Alliance for Inflation Reduction

Alliance for Inflation Reduction Welcomes Bill Barring Credit Card ‘Swipe’ Fees on Sales & Excise Taxes That Drive Up Consumer Prices

ATLANTA, February 10, 2023 – The Georgia Alliance for Inflation Reduction welcomed legislation introduced this week by state Senator Billy Hickman, R-Statesboro, that would bar credit card networks from charging millions of dollars in “swipe” fees on sales and excise taxes in an effort to ease inflation for Georgians.

“Charging swipe fees on top of taxes is simply a tax on a tax,” Georgia Retailers Vice President of Government Affairs Ben Cowart said. “Georgians are working hard in the face of near-record inflation. We need to do all we can to protect them against needless fees and charges.”

“The time has come to give Georgians a break and stop the California and New York-based card industry from unfairly taking hundreds of millions of hard-earned dollars out of our state’s economy,” Hickman said. “This legislation would create an economic stimulus at no cost to the state that would help merchants hold down future price increases, create jobs and invest in their communities, all for the benefit of Georgians who have been hit the hardest by the pandemic and inflation. It would also restore fairness to the state’s tax system by removing an unfair cost borne by merchants – and ultimately their customers – when they perform their state-mandated duty to collect these taxes.”

In a move to bring swipe fees on taxes under control, Hickman introduced the Consumer Inflation Reduction and Tax Fairness Act in the General Assembly.

The legislation would prohibit card networks – including Visa, Mastercard, American Express and Discover – from charging payment card swipe fees on any amount other than the base purchase price of goods and services, thereby barring swipe fees on sales, alcohol, tobacco and state motor fuel taxes.

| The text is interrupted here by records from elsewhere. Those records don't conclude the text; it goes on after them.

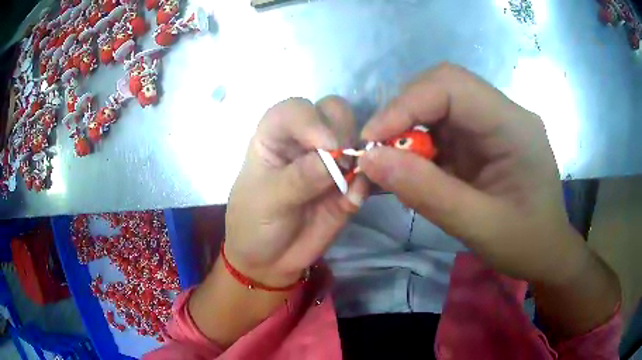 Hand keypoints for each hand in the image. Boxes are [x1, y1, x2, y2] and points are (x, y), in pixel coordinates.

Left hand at [225, 97, 367, 286]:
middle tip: (341, 162)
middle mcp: (304, 140)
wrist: (269, 261)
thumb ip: (300, 178)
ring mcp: (329, 161)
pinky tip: (354, 197)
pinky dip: (367, 180)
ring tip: (349, 180)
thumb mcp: (268, 199)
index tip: (327, 146)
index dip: (312, 120)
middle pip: (333, 111)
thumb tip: (336, 158)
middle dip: (342, 129)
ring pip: (356, 136)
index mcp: (275, 135)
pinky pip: (366, 173)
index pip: (296, 109)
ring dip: (360, 151)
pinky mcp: (347, 184)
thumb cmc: (253, 223)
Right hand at [358, 63, 586, 284]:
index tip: (371, 140)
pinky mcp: (481, 138)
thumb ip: (428, 193)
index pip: (453, 86)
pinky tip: (409, 170)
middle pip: (442, 87)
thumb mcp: (480, 227)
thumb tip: (369, 161)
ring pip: (437, 105)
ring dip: (406, 130)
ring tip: (389, 165)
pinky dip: (417, 145)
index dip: (406, 104)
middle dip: (403, 113)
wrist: (546, 252)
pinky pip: (441, 127)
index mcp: (514, 125)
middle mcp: (503, 113)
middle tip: (377, 152)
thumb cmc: (526, 243)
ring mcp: (491, 123) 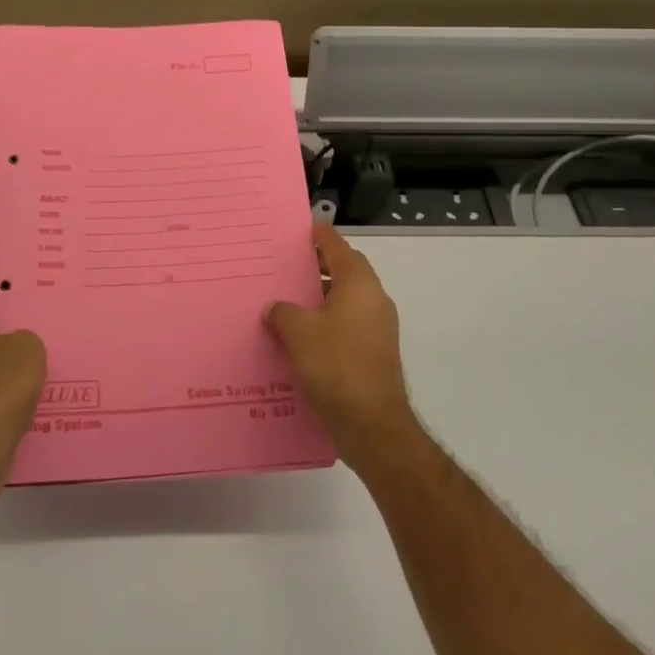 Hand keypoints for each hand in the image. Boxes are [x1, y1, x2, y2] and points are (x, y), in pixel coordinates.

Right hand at [265, 224, 418, 474]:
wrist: (371, 424)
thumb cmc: (335, 366)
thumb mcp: (298, 332)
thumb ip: (283, 312)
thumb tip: (276, 308)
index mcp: (358, 285)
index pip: (338, 247)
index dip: (320, 236)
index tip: (303, 229)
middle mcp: (373, 300)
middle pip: (344, 272)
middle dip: (317, 267)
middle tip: (287, 266)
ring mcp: (377, 328)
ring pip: (345, 301)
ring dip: (319, 298)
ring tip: (286, 301)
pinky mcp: (373, 354)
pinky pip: (346, 325)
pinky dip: (326, 323)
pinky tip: (299, 337)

Violators would pay a civil penalty of at least $1,000 per incident to the retailer, not the state, and be required to refund any swipe fee collected on taxes.

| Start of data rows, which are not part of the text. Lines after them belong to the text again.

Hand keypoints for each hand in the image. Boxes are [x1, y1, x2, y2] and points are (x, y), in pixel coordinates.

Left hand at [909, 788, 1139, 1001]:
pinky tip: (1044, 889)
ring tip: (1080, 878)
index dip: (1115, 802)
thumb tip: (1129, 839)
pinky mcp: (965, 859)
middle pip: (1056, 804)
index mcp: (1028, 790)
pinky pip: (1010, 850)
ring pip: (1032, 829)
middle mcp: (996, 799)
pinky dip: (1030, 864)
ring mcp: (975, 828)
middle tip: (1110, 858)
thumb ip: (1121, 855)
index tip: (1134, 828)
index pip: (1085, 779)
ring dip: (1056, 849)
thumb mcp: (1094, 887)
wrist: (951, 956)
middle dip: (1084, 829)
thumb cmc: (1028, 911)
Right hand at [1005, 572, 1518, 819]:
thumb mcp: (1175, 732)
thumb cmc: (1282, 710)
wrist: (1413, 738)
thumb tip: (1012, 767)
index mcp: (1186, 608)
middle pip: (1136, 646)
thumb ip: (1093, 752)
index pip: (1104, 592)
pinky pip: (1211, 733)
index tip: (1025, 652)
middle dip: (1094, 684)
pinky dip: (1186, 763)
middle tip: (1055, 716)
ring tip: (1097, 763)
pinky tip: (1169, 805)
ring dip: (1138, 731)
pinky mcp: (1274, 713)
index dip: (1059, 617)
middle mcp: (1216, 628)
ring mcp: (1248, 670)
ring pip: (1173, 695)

Unknown to most consumers, merchants are charged a “swipe” fee averaging over 2% of the transaction – including the sales tax – every time a customer pays by credit card. Based on a $100 purchase, that would amount to about $2.25 if the fee only applied to the merchandise. But the fee also applies to the $7 sales tax, costing the merchant another 15 cents for a total of about $2.40. The fees are also applied to other state-mandated taxes, adding to the cost of each alcoholic drink, pack of cigarettes or gallon of gasoline purchased in Georgia.

According to the Federal Reserve, about a third of U.S. purchases are paid for by credit card. Based on state tax revenues, that means Georgia merchants and their customers pay an estimated $123.8 million in swipe fees on sales tax and another $16.6 million on excise taxes on average each year. Altogether, swipe fees collected on taxes amount to about $140 million a year, or about $36 a year for the average Georgia family.

The legislation was welcomed by Anthony Waters, owner of LA Waters Furniture in Statesboro.

“Swipe fees on everyday purchases drive up costs each year for the average Georgia business and charging these fees on the tax portion of a receipt costs us even more,” Waters said. “With supply chain disruptions, workforce shortages and rising inflation, ending swipe fees on the taxes would remove one of the endless pressures that small businesses are facing.”

Credit and debit card swipe fees add up quickly and have more than doubled over the past decade, soaring 25% in 2021 alone to a record $137.8 billion nationwide, according to the Nilson Report. The fees are most merchants’ highest operating cost after labor and must be built into pricing, driving up expenses for the average family by close to $1,000 a year, according to the Merchants Payments Coalition.

The Georgia legislation is part of a national move to bring swipe fees under control in a time of rampant inflation. Legislation pending in Congress would bring competition to how transactions are routed for processing and is expected to save merchants and their customers an estimated $11 billion a year.

About the Georgia Alliance for Inflation Reduction
The Georgia Alliance for Inflation Reduction represents retailers, small businesses, supermarkets, independent grocers, convenience stores, and other Georgia merchants who accept credit and debit cards. Members include the Georgia Retailers, Georgia Association of Convenience Stores, Georgia Food Industry Association, Georgia Restaurant Association, Georgia Hotel & Lodging Association, Georgia Agribusiness Council, and the National Federation of Independent Business.